Hatheway lifted his rating on global equities to “overweight” from “neutral” in the Jan. 23 research note.
Improving U.S. economic data and “the turning point in the policy cycle in the emerging economies will both tend to diminish some of the concerns people have had,” Hatheway said in a Jan. 31 phone interview. “I still think the consensus is quite cautious.”
Developing-nation assets will probably extend their gains should figures due on Feb. 3 show U.S. payrolls and employment in January exceeded economists’ estimates, SocGen’s Anne said in a Jan. 30 phone interview from London.

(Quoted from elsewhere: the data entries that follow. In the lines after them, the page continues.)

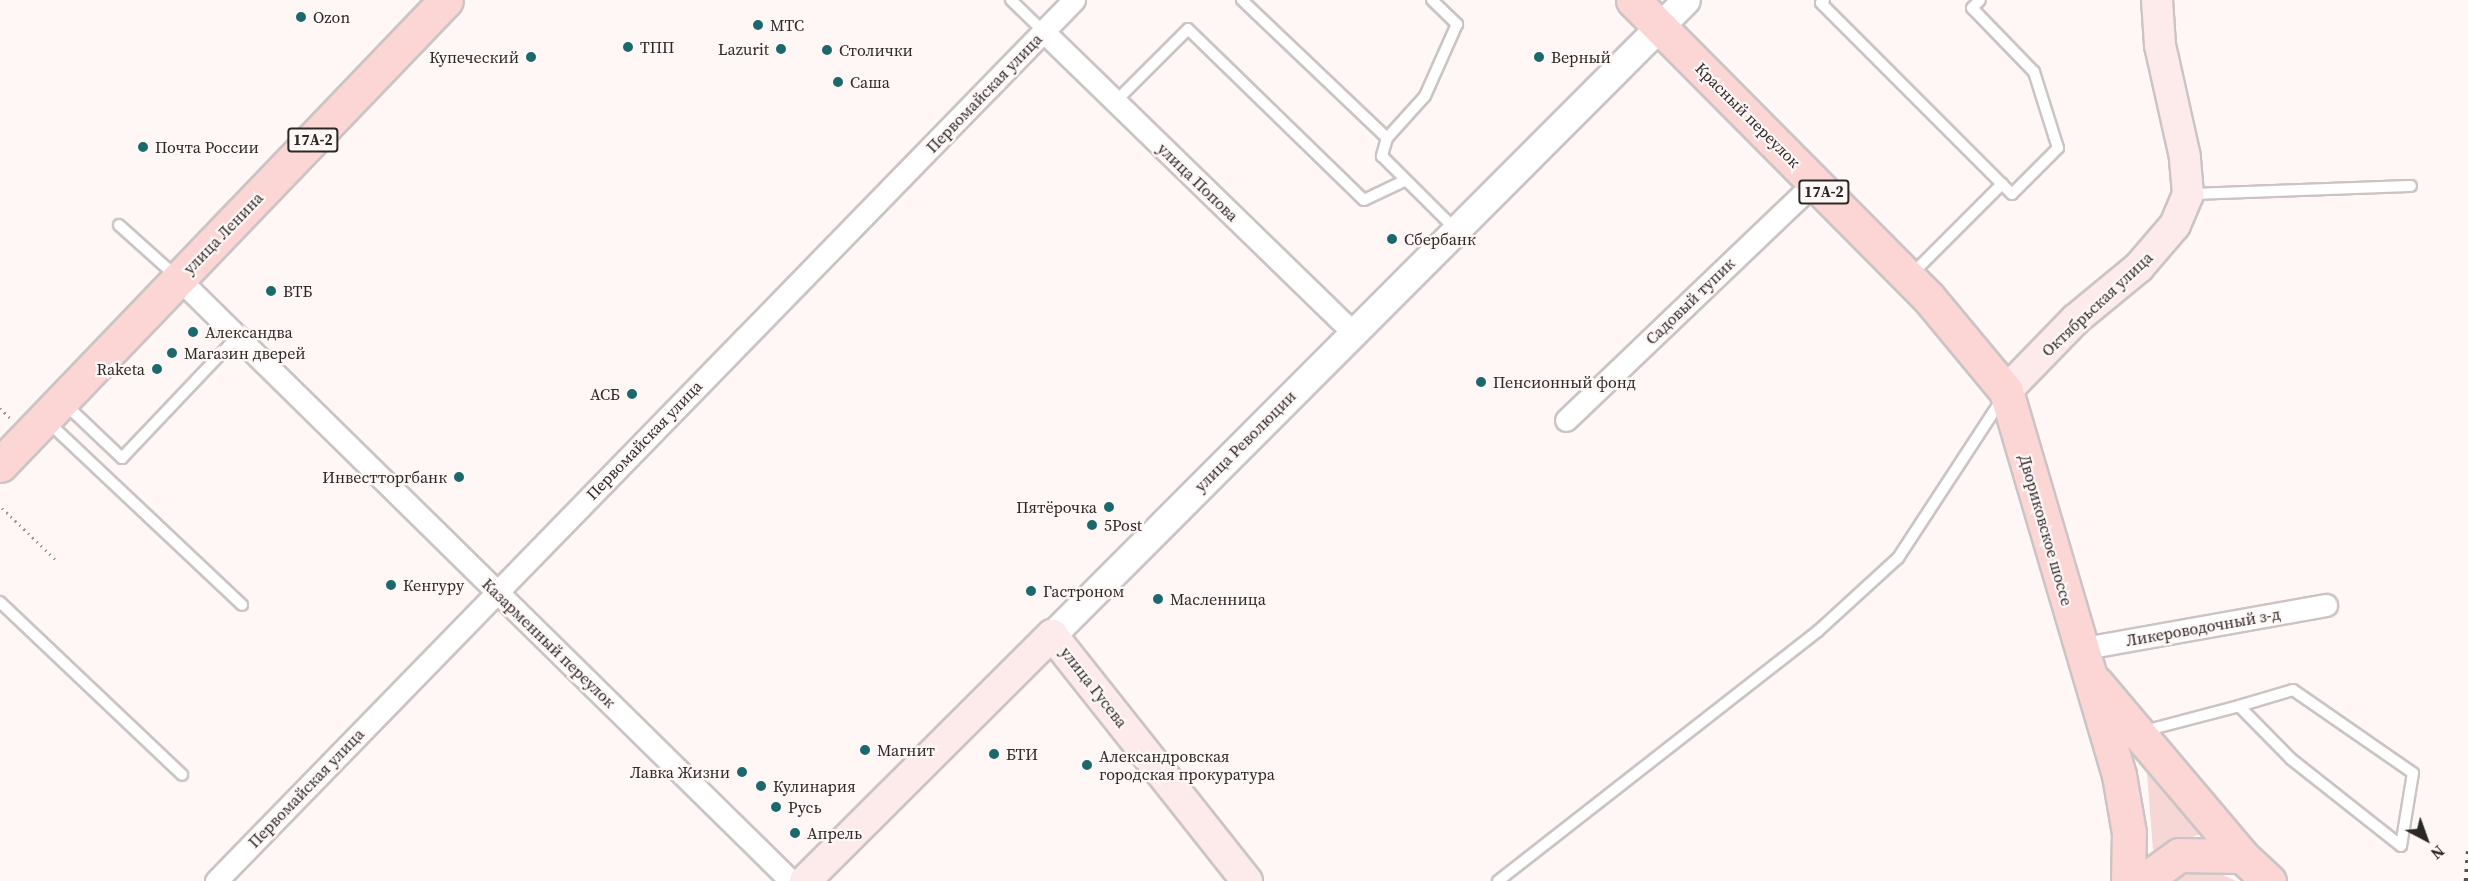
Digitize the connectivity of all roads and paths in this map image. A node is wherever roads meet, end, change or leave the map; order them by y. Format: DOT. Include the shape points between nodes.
graph roads {
  1 [pos="446,0"];
  2 [pos="1011,0"];
  3 [pos="1074,0"];
  4 [pos="1242,0"];
  5 [pos="1432,0"];
  6 [pos="1633,0"];
  7 [pos="1686,0"];
  8 [pos="1824,0"];
  9 [pos="1980,0"];
  10 [pos="2157,0"];
  11 [pos="1659,25"];
  12 [pos="1044,32"];
  13 [pos="1115,102"];
  14 [pos="1387,138"];
  15 [pos="1404,181"];
  16 [pos="1815,182"];
  17 [pos="2002,184"];
  18 [pos="2411,186"];
  19 [pos="2188,194"];
  20 [pos="119,225"];
  21 [pos="1455,229"];
  22 [pos="1908,277"];
  23 [pos="179,279"];
  24 [pos="1352,332"];
  25 [pos="237,338"];
  26 [pos="2007,391"];
  27 [pos="0,408"];
  28 [pos="40,413"];
  29 [pos="1566,420"];
  30 [pos="0,465"];
  31 [pos="2,508"];
  32 [pos="56,560"];
  33 [pos="496,591"];
  34 [pos="0,602"];
  35 [pos="242,605"];
  36 [pos="2326,605"];
  37 [pos="1053,635"];
  38 [pos="2082,659"];
  39 [pos="2239,706"];
  40 [pos="2138,733"];
  41 [pos="182,775"];
  42 [pos="2242,856"];
  43 [pos="216,881"];
  44 [pos="791,881"];
  45 [pos="805,881"];
  46 [pos="1247,881"];
  47 [pos="1498,881"];
  48 [pos="2128,881"];
  49 [pos="2143,881"];
  50 [pos="2269,881"];
  1 -- 23 [label="main road, улица Ленина / 17А-2"];
  2 -- 12 [label="lane"];
  3 -- 12 [label="street, Первомайская улица"];
  4 -- 14 [label="lane"];
  5 -- 14 [label="lane" via="1457,24 1425,96"];
  6 -- 11 [label="main road, Красный переулок / 17А-2"];
  7 -- 11 [label="street, улица Революции"];
  8 -- 17 [label="lane" via="1821,3"];
  9 -- 17 [label="lane" via="1972,8 2034,72 2058,148 2012,194"];
  10 -- 19 [label="main road, Октябрьская улица" via="2160,45 2185,158"];
  11 -- 16 [label="main road, Красный переулок / 17А-2"];
  11 -- 21 [label="street, улица Революции"];
  12 -- 13 [label="street, улица Попова"];
  12 -- 33 [label="street, Первомайская улица"];
  13 -- 15 [label="lane" via="1188,29 1364,200"];
  13 -- 24 [label="street, улица Попова"];
  14 -- 15 [label="lane" via="1382,156"];
  15 -- 21 [label="lane"];
  16 -- 22 [label="main road, Красный переулок / 17А-2"];
  16 -- 29 [label="street, Садовый тупик"];
  17 -- 22 [label="lane"];
  18 -- 19 [label="lane"];
  19 -- 26 [label="main road, Октябрьская улица" via="2175,225 2139,267 2076,319"];
  20 -- 23 [label="lane"];
  21 -- 24 [label="street, улица Революции"];
  22 -- 26 [label="main road, Красный переулок / 17А-2"];
  23 -- 25 [label="street, Казарменный переулок"];
  23 -- 28 [label="main road, улица Ленина / 17А-2"];
  24 -- 37 [label="street, улица Революции"];
  25 -- 28 [label="lane" via="122,458"];
  25 -- 33 [label="street, Казарменный переулок"];
  26 -- 38 [label="main road, Двориковское шоссе / 17А-2"];
  26 -- 47 [label="lane" via="1898,558 1818,631"];
  27 -- 28 [label="path"];
  28 -- 30 [label="main road, улица Ленина / 17А-2"];
  28 -- 35 [label="lane"];
  31 -- 32 [label="path"];
  33 -- 43 [label="street, Первомайская улица"];
  33 -- 44 [label="street, Казарменный переулок"];
  34 -- 41 [label="lane"];
  36 -- 38 [label="street, Ликероводочный з-д"];
  37 -- 45 [label="main road, улица Революции"];
  37 -- 46 [label="main road, улица Гусева"];
  38 -- 40 [label="main road"];
  38 -- 48 [label="main road, Двориковское шоссе" via="2119,775 2129,833"];
  39 -- 39 [label="lane" via="2291,759 2401,846 2413,774 2293,690"];
  39 -- 40 [label="lane"];
  40 -- 42 [label="main road"];
  42 -- 49 [label="main road" via="2179,855"];
  42 -- 50 [label="main road"];
}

U.S. employers probably added 145,000 jobs last month as the unemployment rate held at 8.5 percent, according to the median estimates in a Bloomberg News survey.
“I got stuck with my defensive views for too long,” Anne said. “If we do get confirmation that the payroll number is a decent number, no shocking surprise to the downside, then presumably all stars will be aligned for another leg of the rally.”
Any declines in emerging-market equities are a buying opportunity, Geoffrey Dennis, the global emerging-market equity strategist at Citigroup, said in a phone interview on Jan. 30. The New York-based strategist, who wrote in a December report that stocks would probably gain at the start of the year, predicts that the MSCI Emerging Markets Index will climb to 1,225 this year, about 20 percent above its current level.
“We do think Europe will survive this year, the global economy is doing fine and the next obvious piece of good news may be when China cuts banks’ reserve requirements again, which may happen any day,” Dennis said on Jan. 30.
The S&P 500 will probably climb to 1,430 by the end of this year from 1,312.41 on Jan. 31, according to Thomas Lee, the chief U.S. equity strategist at JPMorgan in New York.
His estimate is 6 percent higher than the average forecast of 12 strategists compiled by Bloomberg on Jan. 30. While the rally may face a short-term “pause,” it will resume this year as investors purchase shares of companies most tied to economic growth, Lee wrote in a Jan. 26 report.
“Investors had gotten just too bearishly positioned,” he said in a phone interview on Jan. 30. “Investors need to go from defensive to cyclical exposure. That’s going to be something that takes time.”